Set down the records that follow exactly and completely.

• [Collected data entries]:
━━━━━━━━━━━━━━━━━━━━

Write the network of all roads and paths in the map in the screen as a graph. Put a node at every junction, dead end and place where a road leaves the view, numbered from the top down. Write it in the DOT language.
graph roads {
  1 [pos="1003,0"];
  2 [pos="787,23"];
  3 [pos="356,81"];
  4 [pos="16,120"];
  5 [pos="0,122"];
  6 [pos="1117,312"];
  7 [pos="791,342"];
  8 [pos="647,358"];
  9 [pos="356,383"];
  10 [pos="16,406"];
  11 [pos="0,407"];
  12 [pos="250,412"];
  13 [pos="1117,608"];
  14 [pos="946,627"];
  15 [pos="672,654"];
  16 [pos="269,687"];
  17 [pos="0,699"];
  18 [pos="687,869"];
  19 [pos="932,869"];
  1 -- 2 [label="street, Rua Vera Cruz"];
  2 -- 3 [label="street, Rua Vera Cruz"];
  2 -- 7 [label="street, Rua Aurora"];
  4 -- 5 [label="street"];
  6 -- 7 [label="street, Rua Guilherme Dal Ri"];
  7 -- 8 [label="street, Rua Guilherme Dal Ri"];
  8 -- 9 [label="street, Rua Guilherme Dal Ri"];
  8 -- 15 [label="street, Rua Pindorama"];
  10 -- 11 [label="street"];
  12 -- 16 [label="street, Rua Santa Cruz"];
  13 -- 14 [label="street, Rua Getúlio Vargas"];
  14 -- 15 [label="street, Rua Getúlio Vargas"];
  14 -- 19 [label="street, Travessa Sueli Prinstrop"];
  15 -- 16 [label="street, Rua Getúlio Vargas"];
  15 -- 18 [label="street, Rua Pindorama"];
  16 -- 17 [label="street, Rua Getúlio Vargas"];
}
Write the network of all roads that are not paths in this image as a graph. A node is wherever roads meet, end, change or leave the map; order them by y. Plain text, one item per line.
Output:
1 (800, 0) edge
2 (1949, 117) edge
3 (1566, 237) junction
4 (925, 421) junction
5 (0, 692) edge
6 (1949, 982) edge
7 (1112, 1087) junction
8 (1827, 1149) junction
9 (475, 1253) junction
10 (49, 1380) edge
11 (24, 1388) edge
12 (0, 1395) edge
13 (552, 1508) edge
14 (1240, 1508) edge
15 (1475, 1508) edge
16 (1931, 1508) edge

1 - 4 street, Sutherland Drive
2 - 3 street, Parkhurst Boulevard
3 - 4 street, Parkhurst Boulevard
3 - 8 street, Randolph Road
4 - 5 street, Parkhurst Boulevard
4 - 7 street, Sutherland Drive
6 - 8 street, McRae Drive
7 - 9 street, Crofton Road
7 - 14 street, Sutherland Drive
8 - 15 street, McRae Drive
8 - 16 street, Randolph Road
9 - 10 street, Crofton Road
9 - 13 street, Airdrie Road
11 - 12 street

━━━━━━━━━━━━━━━━━━━━

• [RESPONSE]:
Write the network of all roads and paths in the map in the screen as a graph. Put a node at every junction, dead end and place where a road leaves the view, numbered from the top down. Write it in the DOT language.
graph roads {
  1 [pos="1003,0"];
  2 [pos="787,23"];
  3 [pos="356,81"];
  4 [pos="16,120"];
  5 [pos="0,122"];
  6 [pos="1117,312"];
  7 [pos="791,342"];
  8 [pos="647,358"];
  9 [pos="356,383"];
  10 [pos="16,406"];
  11 [pos="0,407"];
  12 [pos="250,412"];
  13 [pos="1117,608"];
  14 [pos="946,627"];
  15 [pos="672,654"];
  16 [pos="269,687"];
  17 [pos="0,699"];
  18 [pos="687,869"];
  19 [pos="932,869"];
  1 -- 2 [label="street, Rua Vera Cruz"];
  2 -- 3 [label="street, Rua Vera Cruz"];
  2 -- 7 [label="street, Rua Aurora"];
  4 -- 5 [label="street"];
  6 -- 7 [label="street, Rua Guilherme Dal Ri"];
  7 -- 8 [label="street, Rua Guilherme Dal Ri"];
  8 -- 9 [label="street, Rua Guilherme Dal Ri"];
  8 -- 15 [label="street, Rua Pindorama"];
  10 -- 11 [label="street"];
  12 -- 16 [label="street, Rua Santa Cruz"];
  13 -- 14 [label="street, Rua Getúlio Vargas"];
  14 -- 15 [label="street, Rua Getúlio Vargas"];
  14 -- 19 [label="street, Travessa Sueli Prinstrop"];
  15 -- 16 [label="street, Rua Getúlio Vargas"];
  15 -- 18 [label="street, Rua Pindorama"];
  16 -- 17 [label="street, Rua Getúlio Vargas"];
}
Write the network of all roads that are not paths in this image as a graph. A node is wherever roads meet, end, change or leave the map; order them by y. Plain text, one item per line.
Output:
1 (800, 0) edge
2 (1949, 117) edge
3 (1566, 237) junction
4 (925, 421) junction
5 (0, 692) edge
6 (1949, 982) edge
7 (1112, 1087) junction
8 (1827, 1149) junction
9 (475, 1253) junction
10 (49, 1380) edge
11 (24, 1388) edge
12 (0, 1395) edge
13 (552, 1508) edge
14 (1240, 1508) edge
15 (1475, 1508) edge
16 (1931, 1508) edge

1 - 4 street, Sutherland Drive
2 - 3 street, Parkhurst Boulevard
3 - 4 street, Parkhurst Boulevard
3 - 8 street, Randolph Road
4 - 5 street, Parkhurst Boulevard
4 - 7 street, Sutherland Drive
6 - 8 street, McRae Drive
7 - 9 street, Crofton Road
7 - 14 street, Sutherland Drive
8 - 15 street, McRae Drive
8 - 16 street, Randolph Road
9 - 10 street, Crofton Road
9 - 13 street, Airdrie Road
11 - 12 street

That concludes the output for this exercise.